• _Directions for this task_
Here are some records. Repeat them all exactly.

• _The data_
▬▬▬▬▬▬
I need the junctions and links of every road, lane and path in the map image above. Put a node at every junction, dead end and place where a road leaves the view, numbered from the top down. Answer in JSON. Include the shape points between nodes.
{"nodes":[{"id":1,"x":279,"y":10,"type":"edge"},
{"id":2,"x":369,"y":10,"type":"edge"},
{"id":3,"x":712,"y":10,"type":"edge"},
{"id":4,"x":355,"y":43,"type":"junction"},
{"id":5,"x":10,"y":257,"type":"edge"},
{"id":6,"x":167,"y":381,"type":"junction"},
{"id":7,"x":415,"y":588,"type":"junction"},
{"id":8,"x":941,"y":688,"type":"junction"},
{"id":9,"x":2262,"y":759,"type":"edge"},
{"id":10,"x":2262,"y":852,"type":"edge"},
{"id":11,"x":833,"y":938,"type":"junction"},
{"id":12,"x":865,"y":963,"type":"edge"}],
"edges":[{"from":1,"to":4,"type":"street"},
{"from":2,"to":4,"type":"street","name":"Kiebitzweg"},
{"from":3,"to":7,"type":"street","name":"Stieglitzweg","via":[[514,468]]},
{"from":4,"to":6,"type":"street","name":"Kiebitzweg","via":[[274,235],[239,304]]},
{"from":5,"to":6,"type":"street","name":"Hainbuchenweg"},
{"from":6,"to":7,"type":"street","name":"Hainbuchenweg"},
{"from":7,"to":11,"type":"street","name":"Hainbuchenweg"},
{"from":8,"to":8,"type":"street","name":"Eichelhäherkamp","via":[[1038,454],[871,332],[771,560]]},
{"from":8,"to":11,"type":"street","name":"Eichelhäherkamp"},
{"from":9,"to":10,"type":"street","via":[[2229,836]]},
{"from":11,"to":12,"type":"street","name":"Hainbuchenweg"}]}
▬▬▬▬▬▬
• _Output of the task_
I need the junctions and links of every road, lane and path in the map image above. Put a node at every junction, dead end and place where a road leaves the view, numbered from the top down. Answer in JSON. Include the shape points between nodes.
{"nodes":[{"id":1,"x":279,"y":10,"type":"edge"},
{"id":2,"x":369,"y":10,"type":"edge"},
{"id":3,"x":712,"y":10,"type":"edge"},
{"id":4,"x":355,"y":43,"type":"junction"},
{"id":5,"x":10,"y":257,"type":"edge"},
{"id":6,"x":167,"y":381,"type":"junction"},
{"id":7,"x":415,"y":588,"type":"junction"},
{"id":8,"x":941,"y":688,"type":"junction"},
{"id":9,"x":2262,"y":759,"type":"edge"},
{"id":10,"x":2262,"y":852,"type":"edge"},
{"id":11,"x":833,"y":938,"type":"junction"},
{"id":12,"x":865,"y":963,"type":"edge"}],
"edges":[{"from":1,"to":4,"type":"street"},
{"from":2,"to":4,"type":"street","name":"Kiebitzweg"},
{"from":3,"to":7,"type":"street","name":"Stieglitzweg","via":[[514,468]]},
{"from":4,"to":6,"type":"street","name":"Kiebitzweg","via":[[274,235],[239,304]]},
{"from":5,"to":6,"type":"street","name":"Hainbuchenweg"},
{"from":6,"to":7,"type":"street","name":"Hainbuchenweg"},
{"from":7,"to":11,"type":"street","name":"Hainbuchenweg"},
{"from":8,"to":8,"type":"street","name":"Eichelhäherkamp","via":[[1038,454],[871,332],[771,560]]},
{"from":8,"to":11,"type":"street","name":"Eichelhäherkamp"},
{"from":9,"to":10,"type":"street","via":[[2229,836]]},
{"from":11,"to":12,"type":"street","name":"Hainbuchenweg"}]}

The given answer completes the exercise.